Tony Jaa, the stocky Thai stuntman turned action hero in Ong Bak: The Thai Warrior (2003), harkens back to an earlier kind of screen martial artist. Jaa has an impressive physique, a steel snap to his delivery, and a gymnastic prowess to his style, and director Prachya Pinkaew puts it all on display in an endearingly naïve martial arts adventure.
The story of an idealistic, wide-eyed country boy who takes his skills in the martial arts of Muay Thai to Bangkok to recover a temple treasure stolen by big city gangsters is essentially an updating of the old Hong Kong kung-fu revenge odysseys of the seventies. Jaa is the proverbial country hick in the big city chasing the stolen dough right into the midst of an illegal fighting pit, where he puts a quick end to his first inadvertent match, despite his promise to his mentor never to use his talents. That vow lasts for another five minutes or so before he dispatches the local talent pool of preening bullies and dirty fighters (the latter using a refrigerator as a blunt instrument) with his Thai boxing skills and his trademark kill shot: an elbow to the skull.

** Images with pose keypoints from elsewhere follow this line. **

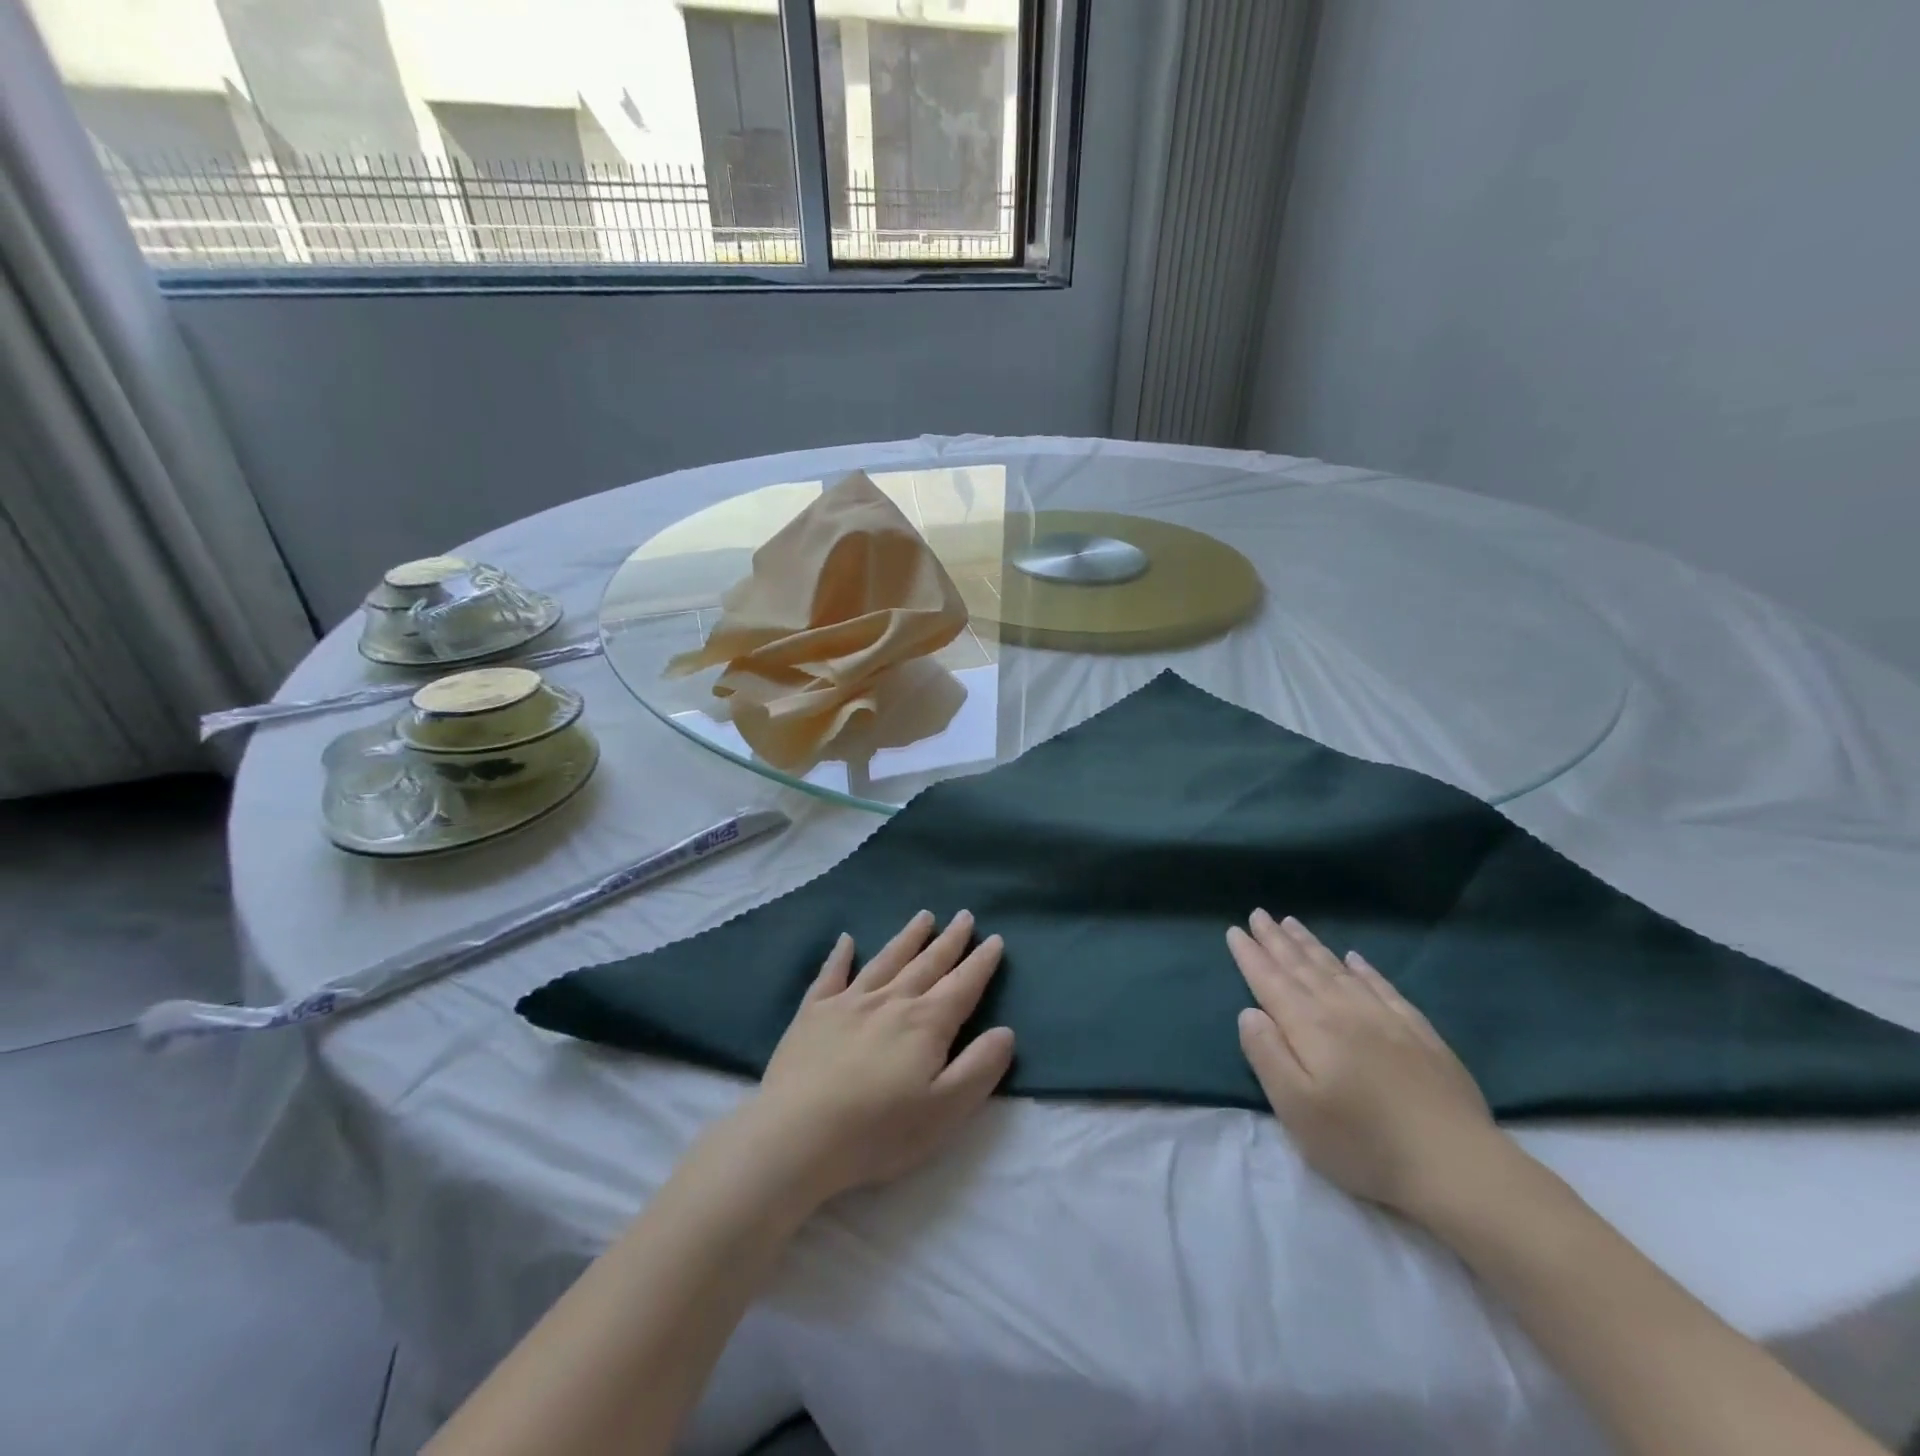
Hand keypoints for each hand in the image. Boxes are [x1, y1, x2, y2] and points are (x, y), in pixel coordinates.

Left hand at [736, 910, 1015, 1207]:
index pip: (962, 985)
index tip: (995, 939)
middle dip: (950, 940)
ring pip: (886, 960)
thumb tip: (1005, 1031)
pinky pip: (830, 975)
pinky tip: (846, 940)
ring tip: (924, 917)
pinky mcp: (813, 1013)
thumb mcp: (945, 1110)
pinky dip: (840, 956)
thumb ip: (979, 1068)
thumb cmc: (878, 1131)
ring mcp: (848, 1003)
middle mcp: (891, 1001)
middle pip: (927, 964)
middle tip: (964, 916)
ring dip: (907, 938)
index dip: (981, 963)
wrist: (797, 1136)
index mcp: (926, 1024)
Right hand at [1228, 910, 1501, 1218]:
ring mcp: (1385, 1018)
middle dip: (1276, 940)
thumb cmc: (1363, 1142)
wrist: (1457, 1164)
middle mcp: (1343, 1010)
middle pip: (1302, 967)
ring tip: (1292, 923)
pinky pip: (1382, 986)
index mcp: (1310, 1027)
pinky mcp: (1419, 1032)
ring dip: (1311, 945)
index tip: (1234, 930)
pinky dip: (1363, 968)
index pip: (1271, 981)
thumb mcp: (1296, 1108)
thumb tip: (1249, 1012)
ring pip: (1338, 969)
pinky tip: (1355, 958)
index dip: (1251, 956)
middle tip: (1259, 913)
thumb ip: (1267, 1054)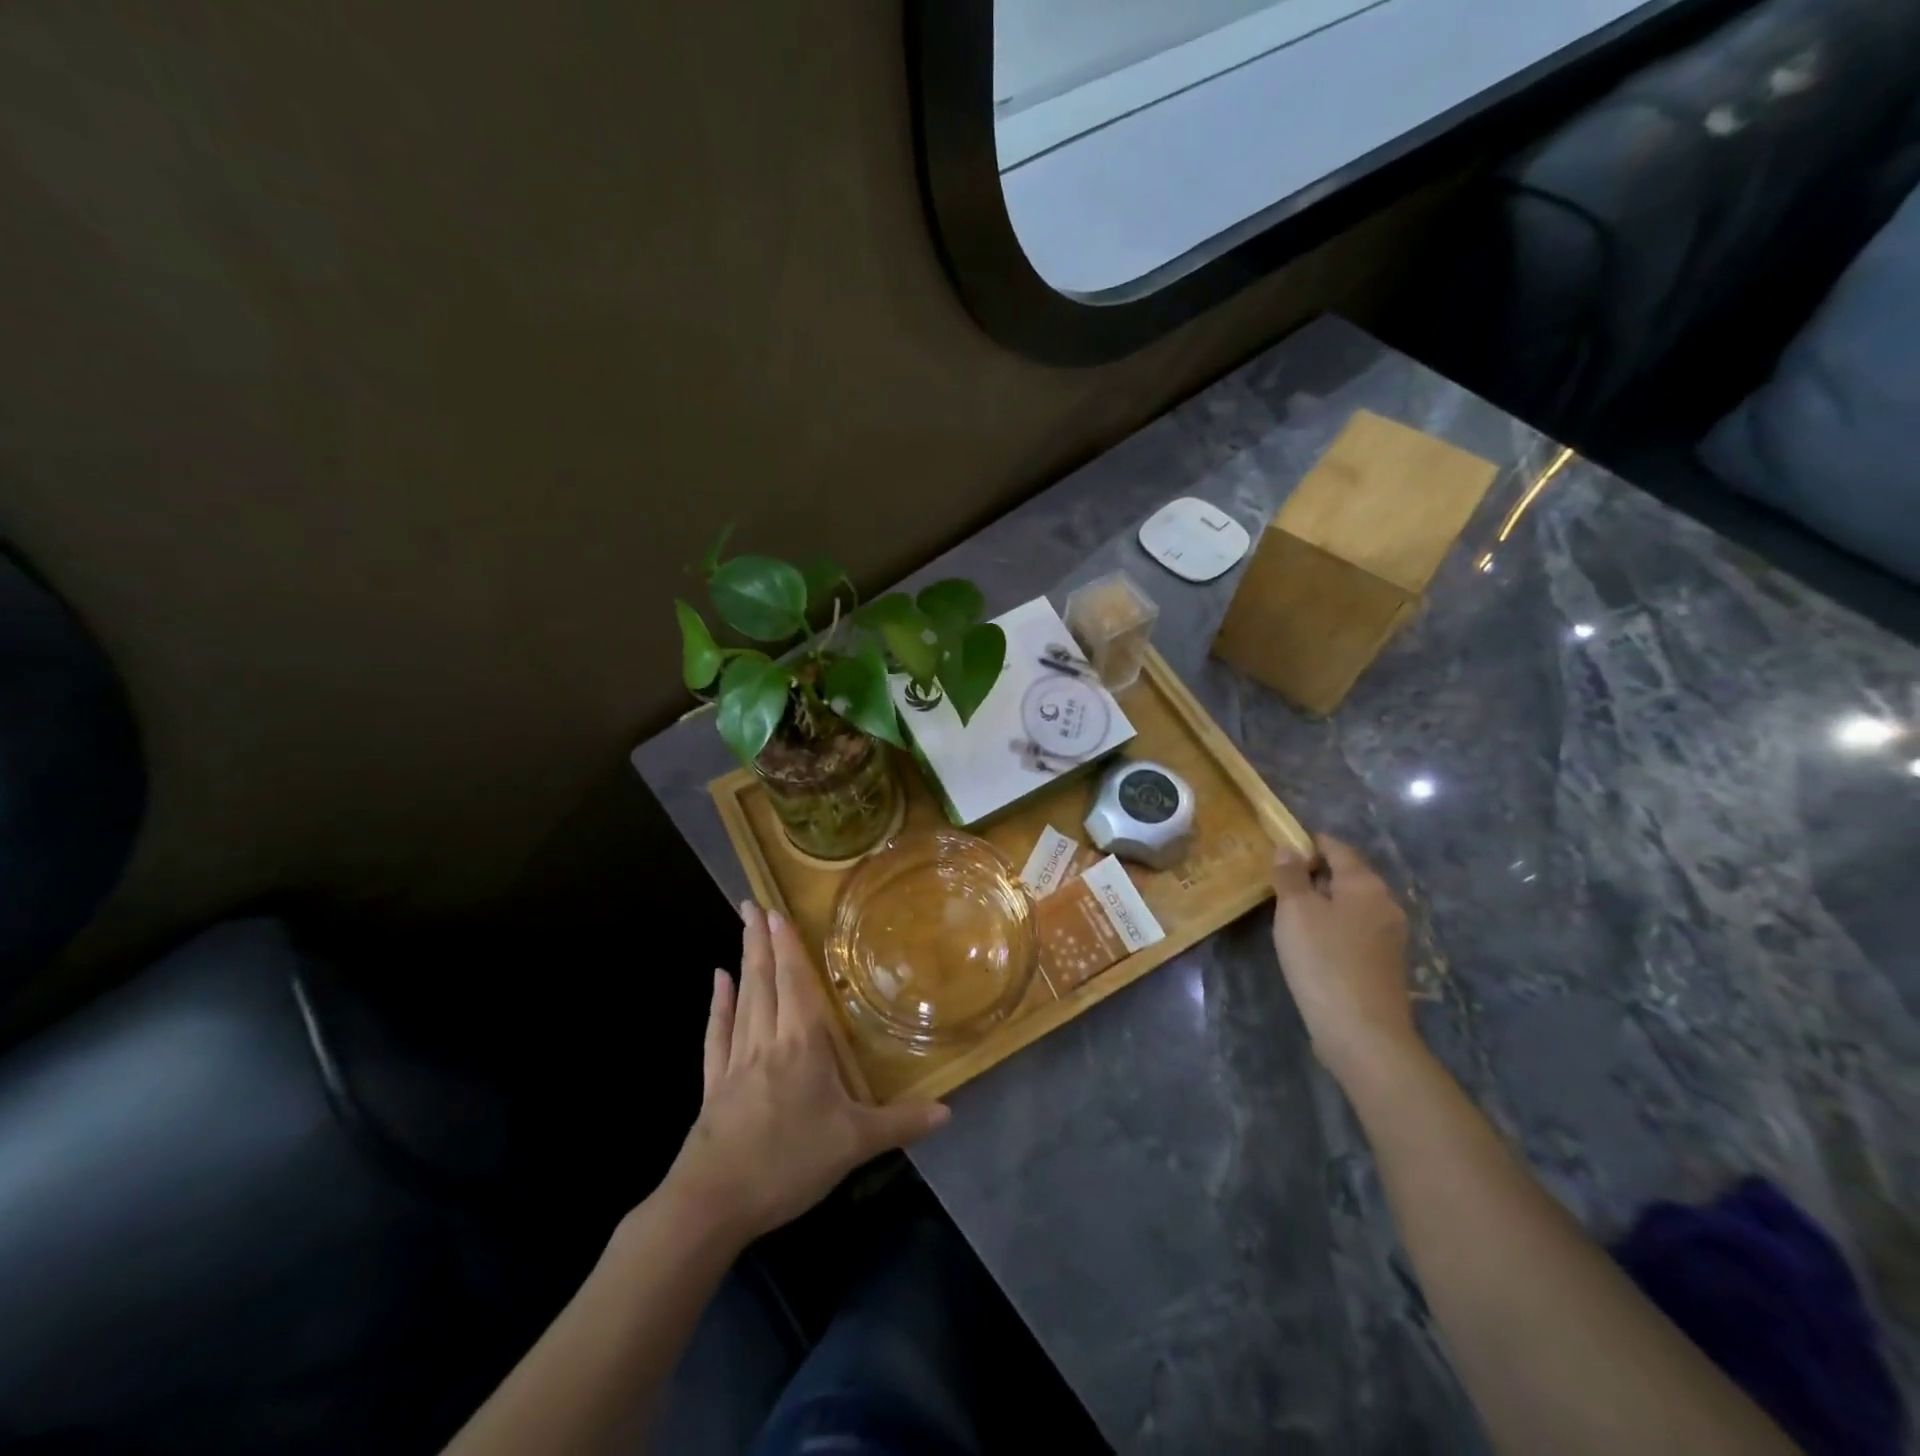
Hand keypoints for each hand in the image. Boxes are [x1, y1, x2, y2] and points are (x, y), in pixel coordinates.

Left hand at [663, 902, 948, 1246]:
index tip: (777, 911)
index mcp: (801, 1045)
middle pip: (764, 981)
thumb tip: (949, 1112)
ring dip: (743, 961)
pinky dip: (719, 1004)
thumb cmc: (788, 1162)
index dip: (787, 947)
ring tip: (743, 927)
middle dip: (761, 940)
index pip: (794, 983)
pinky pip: (718, 1033)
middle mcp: (767, 1040)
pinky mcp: (714, 1083)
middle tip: (752, 903)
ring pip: (742, 999)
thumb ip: (901, 1123)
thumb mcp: (853, 1144)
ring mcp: (736, 1060)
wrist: (713, 1202)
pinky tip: (717, 981)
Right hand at [1271, 835, 1419, 1085]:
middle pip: (1348, 876)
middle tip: (1278, 880)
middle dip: (1315, 873)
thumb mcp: (1295, 911)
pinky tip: (1311, 943)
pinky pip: (1355, 930)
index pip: (1337, 848)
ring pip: (1351, 905)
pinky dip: (1333, 927)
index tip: (1280, 847)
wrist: (1362, 1033)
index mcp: (1365, 884)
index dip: (1309, 843)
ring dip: (1323, 902)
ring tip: (1289, 912)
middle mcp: (1385, 904)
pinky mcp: (1384, 964)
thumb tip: (1289, 849)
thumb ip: (1290, 876)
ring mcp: (1389, 937)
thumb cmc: (1324, 961)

The simplistic story is merely an excuse to get him into action and the action is jaw-dropping. Jaa is not merely the star, he’s the greatest special effect you’ll see all year, combining the gymnastic energy of Jackie Chan’s glory days with the bone-snapping, body-crunching intensity of Bruce Lee at his best, and the film harkens back to an earlier style of martial arts movie, before the blender style of editing took over. The irresistible combination of cinematic naiveté and brutal martial arts moves executed with astonishing prowess makes this a real throwback to the seventies martial arts era.